The endurance athlete’s guide to fueling and weight loss part 6: Recommendations

This post will make considerably more sense if you have read the previous posts

After five long and sometimes tedious posts, I’m finally going to tell you exactly what your base diet should be and and how to fuel during exercise to achieve your goals.

Ha.

I sincerely wish I could do that, but the reality is that everybody is different (genetics, age, sex, metabolic condition) and we all have different goals (win that race/lose weight/have fun), so I’m not able to do that.

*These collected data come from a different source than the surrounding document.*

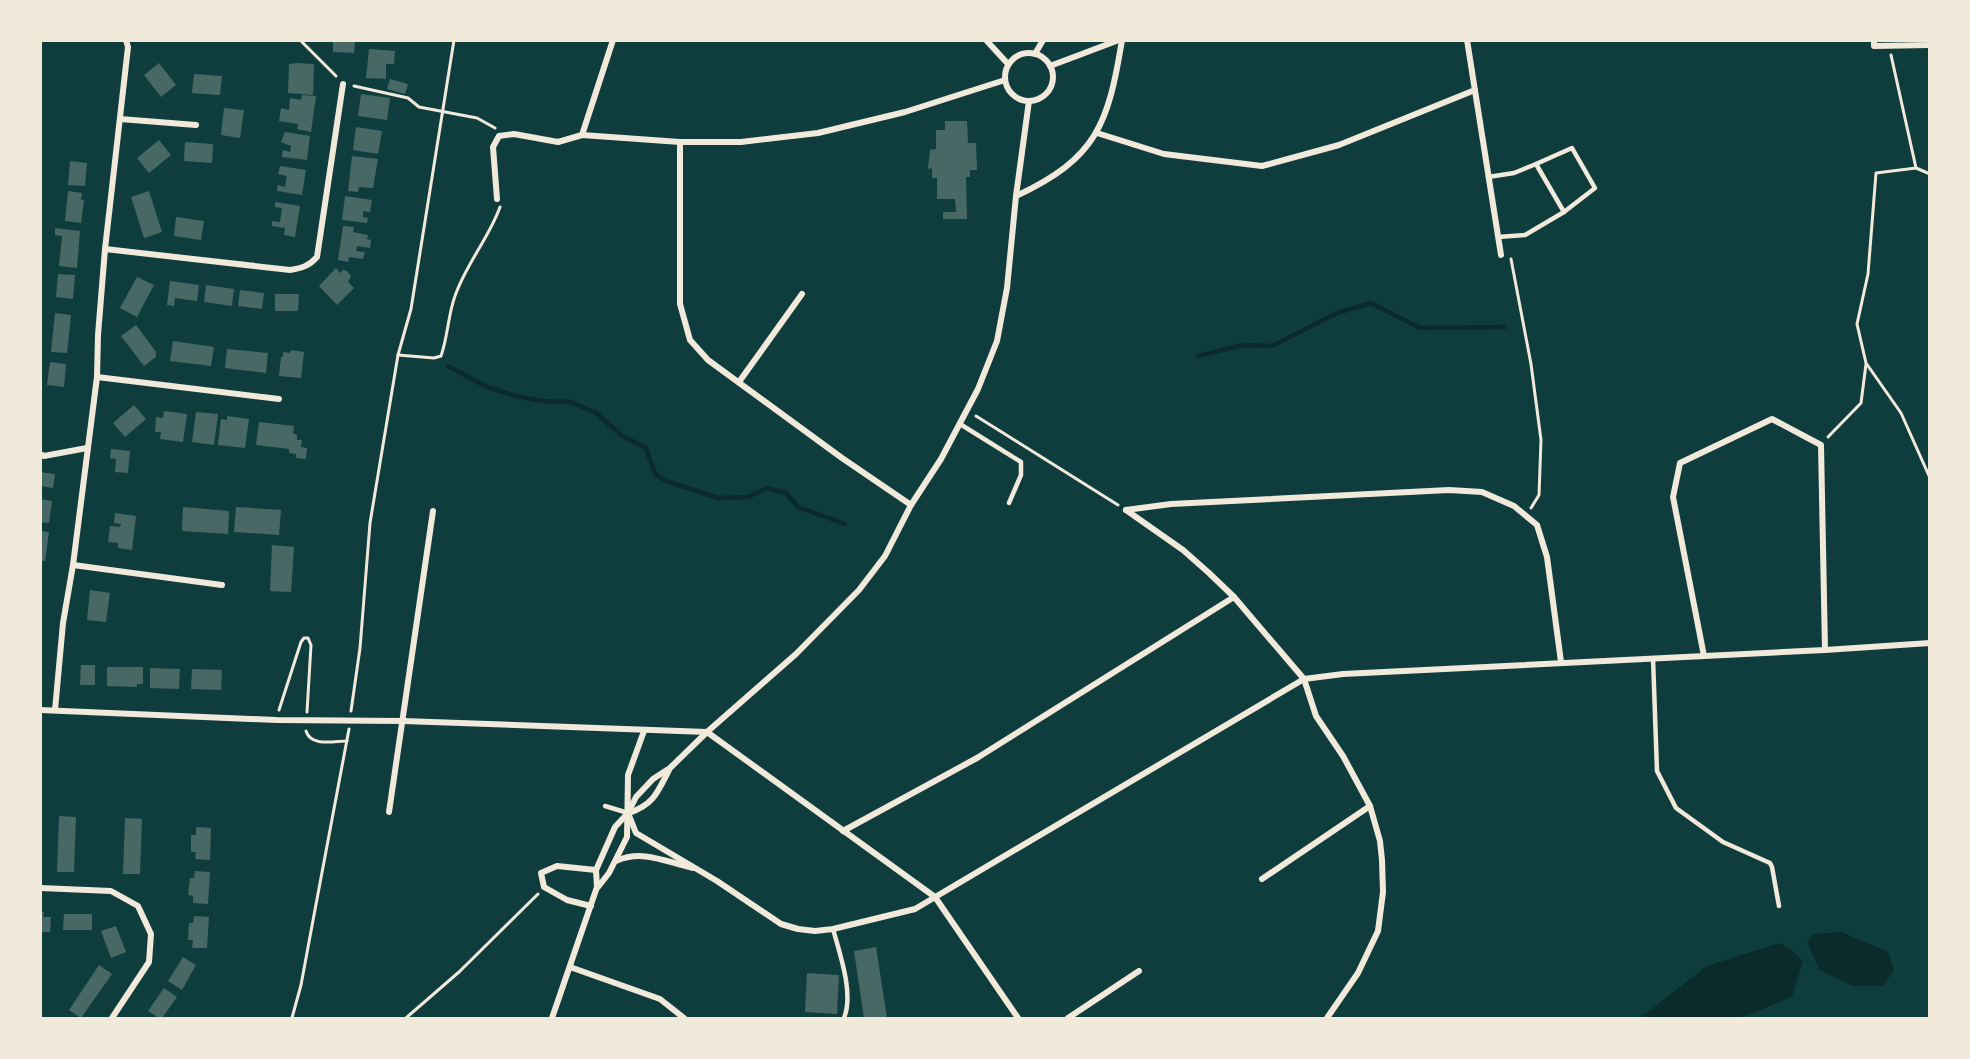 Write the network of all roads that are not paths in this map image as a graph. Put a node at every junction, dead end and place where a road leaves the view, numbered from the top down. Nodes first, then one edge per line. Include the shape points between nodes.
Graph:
1 (126, 40) edge
2 (612, 40) edge
3 (986, 40) edge
4 (1043, 40) edge
5 (1090, 40) edge
6 (1121, 40) edge
7 (1467, 40) edge
8 (1874, 40) edge
9 (1929, 45) edge
10 (1094, 50) junction
11 (1035, 54) junction
12 (1008, 64) junction
13 (1050, 66) junction
14 (1005, 80) junction
15 (343, 84) road end
16 (1475, 90) junction
17 (1029, 101) junction
18 (120, 119) junction
19 (196, 125) dead end
20 (1097, 133) junction
21 (582, 135) junction
22 (680, 142) junction
23 (1536, 164) junction
24 (1488, 177) junction
25 (1016, 196) junction
26 (497, 199) road end
27 (1564, 212) junction
28 (1498, 237) junction
29 (105, 249) junction
30 (1501, 255) road end
31 (802, 294) dead end
32 (97, 377) junction
33 (739, 382) junction
34 (279, 399) dead end
35 (960, 424) junction
36 (87, 448) junction
37 (40, 454) edge
38 (1009, 503) dead end
39 (911, 505) junction
40 (433, 511) dead end
41 (73, 565) junction
42 (222, 585) dead end
43 (1234, 597) junction
44 (1929, 643) edge
45 (1826, 650) junction
46 (1704, 656) junction
47 (1653, 658) junction
48 (1562, 662) junction
49 (1304, 679) junction
50 (40, 710) edge
51 (55, 710) junction
52 (403, 721) junction
53 (644, 731) junction
54 (707, 732) junction
55 (670, 768) junction
56 (605, 806) dead end
57 (1370, 806) junction
58 (389, 812) dead end
59 (628, 813) junction
60 (843, 831) junction
61 (602, 856) junction
62 (615, 862) junction
63 (596, 870) junction
64 (699, 870) junction
65 (1262, 879) dead end
66 (597, 887) junction
67 (40, 888) edge
68 (935, 897) junction
69 (591, 906) junction
70 (1779, 906) dead end
71 (833, 929) junction
72 (570, 967) junction
73 (1139, 971) dead end
74 (112, 1018) edge
75 (552, 1018) edge
76 (684, 1018) edge
77 (844, 1018) edge
78 (1018, 1018) edge
79 (1068, 1018) edge
80 (1327, 1018) edge

1 - 18 street
2 - 21 street
3 - 12 street
4 - 11 street
5 - 10 street
6 - 10 street
6 - 20 street via 1116,79
7 - 16 street
8 - 9 street via 1874,46
10 - 13 street
11 - 12 street via 1020,54
11 - 13 street
12 - 14 street
13 - 17 street via 1049,89
14 - 17 street via 1010,92
14 - 22 street via 905,112 818,133 741,142
15 - 29 street via 317,257 311,263 290,270
16 - 20 street via 1339,145 1262,166 1164,154
16 - 24 street
17 - 25 street
18 - 19 street
18 - 29 street
20 - 25 street via 1060,173
21 - 22 street
21 - 26 street via 558,142 514,134 500,136 494,147
22 - 33 street via 680,304 690,340 708,360
23 - 24 lane
23 - 27 lane
23 - 27 lane via 1572,147 1595,188
24 - 28 street
25 - 35 street via 1007,288 997,341
27 - 28 lane via 1525,235
28 - 30 street
29 - 32 street
31 - 33 street
32 - 34 street
32 - 36 street
33 - 39 street
35 - 38 lane via 1021,462 1021,475
35 - 39 street
36 - 37 street
36 - 41 street
39 - 54 street via 885,556 859,590 796,654
40 - 52 street
41 - 42 street
41 - 51 street
43 - 48 street via 1183,550 1126,510 1171,504 1449,490 1482,492 1514,506 1537,525 1547,557
43 - 49 street
43 - 60 street via 977,758
44 - 45 street
45 - 46 street
45 - 46 street via 1821,445 1772,419 1680,463 1673,497
46 - 47 street
47 - 48 street
47 - 70 lane via 1657,771 1676,808 1724,842 1770,863
48 - 49 street
49 - 57 street via 1316,716
49 - 68 street
50 - 51 street
51 - 52 street
52 - 53 street
52 - 58 street
53 - 54 street
53 - 59 street via 628,776
54 - 55 street
54 - 60 street
55 - 59 street via 653,778
55 - 59 street via 646,807
56 - 59 lane
57 - 65 street
57 - 80 street via 1382,860 1378,931 1358,973
59 - 61 street via 615,827
59 - 62 street via 627,837
59 - 64 street via 636,833
60 - 68 street
61 - 62 lane
61 - 63 street
62 - 64 street via 628,855 643,854
62 - 66 street
63 - 66 street
63 - 69 street via 557,866 541,873 544,887 567,900
64 - 71 street via 780,924 815,931
66 - 69 street
67 - 74 street via 111,891 138,906 152,934 150,962
68 - 71 street via 915,909
68 - 78 street
69 - 72 street
71 - 77 lane via 849,1007
72 - 75 street
72 - 76 street via 660,999
73 - 79 street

What I do think I can do is talk to you a bit about my philosophy of endurance eating and fueling and how you might apply it to your situation. And then I’m going to turn you loose to experiment/adapt/modify the recommendations to adapt them to your specific situation.

Philosophy

Based on the way our biochemistry works, here’s are the principles I advocate:

  • Train in ways to improve fat burning, and therefore improve the ability to use fat as a fuel so that more fat is burned and less glycogen is used, so there is less hunger.

  • Fuel in ways to support glycogen stores and therefore support endurance and performance without getting in the way of fat burning.

  • Eat in ways to support the first two goals and to leave us generally healthy.

The application of these principles is going to depend on your current weight, fitness state, goals, number of cats you own, etc. In the following sections I’m going to talk about some broad guidelines, but you will need to do experimentation and tuning yourself.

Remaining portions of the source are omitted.